On Wed, 2007-02-21 at 19:22 -0700, Jason J. W. Williams wrote:
> Hi Bob,
> 
> Sorry to bother. How should one echo an informational message so it
> gets captured to the SMF log for the service?

No bother at all :-)

Way at the bottom of the smf_method man page it says something like


File descriptors  File  descriptor  0  is  /dev/null.   File
                       descriptors  1 and 2 are recommended to be
                       a per-service log file.



So if you just write to stdout or stderr (or shell echo) it will go
in the service log file, which by default
is /var/svc/log/<munging-up-of-service-name-to-remove-/'s>.log.
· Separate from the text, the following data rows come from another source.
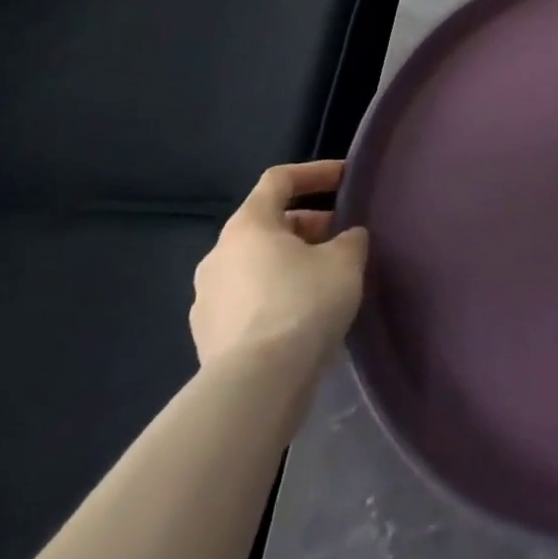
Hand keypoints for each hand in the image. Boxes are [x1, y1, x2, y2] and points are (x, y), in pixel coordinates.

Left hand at [191, 160, 368, 373]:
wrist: (256, 386)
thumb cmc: (303, 304)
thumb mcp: (345, 260)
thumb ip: (350, 239)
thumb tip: (346, 238)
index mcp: (248, 226)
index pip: (279, 179)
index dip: (315, 172)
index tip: (346, 178)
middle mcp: (218, 256)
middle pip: (267, 224)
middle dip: (309, 225)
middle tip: (343, 237)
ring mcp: (208, 299)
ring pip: (257, 265)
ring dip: (291, 262)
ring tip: (328, 279)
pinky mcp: (209, 338)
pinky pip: (250, 301)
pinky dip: (277, 296)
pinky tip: (306, 315)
In my example using MySQL (see
http://bloghttp://blogs.sun.com/bobn/entry/manifests_for_apache1_and_mysql )

I added an echo "Hello World..." to the start method.   Looking in the
logs I see


# tail -f /var/svc/log/application-mysql:default.log
[ Feb 21 21:53:02 Reading configuration. ]
[ Feb 21 21:53:02 No 'refresh' method defined.  Treating as :true. ]
[ Feb 21 21:53:32 Stopping because service restarting. ]
[ Feb 21 21:53:32 Executing stop method ("/etc/sfw/mysql/mysql.server
stop") ]
Hello World...
Killing mysqld with pid 1411
Wait for mysqld to exit. done
[ Feb 21 21:53:35 Method "stop" exited with status 0 ]
[ Feb 21 21:53:35 Executing start method ("/etc/sfw/mysql/mysql.server
start") ]
Hello World...
[ Feb 21 21:53:35 Method "start" exited with status 0 ]


So unless you have a delegated restarter that is doing something funky
like eating stdout and stderr then a simple echo should do.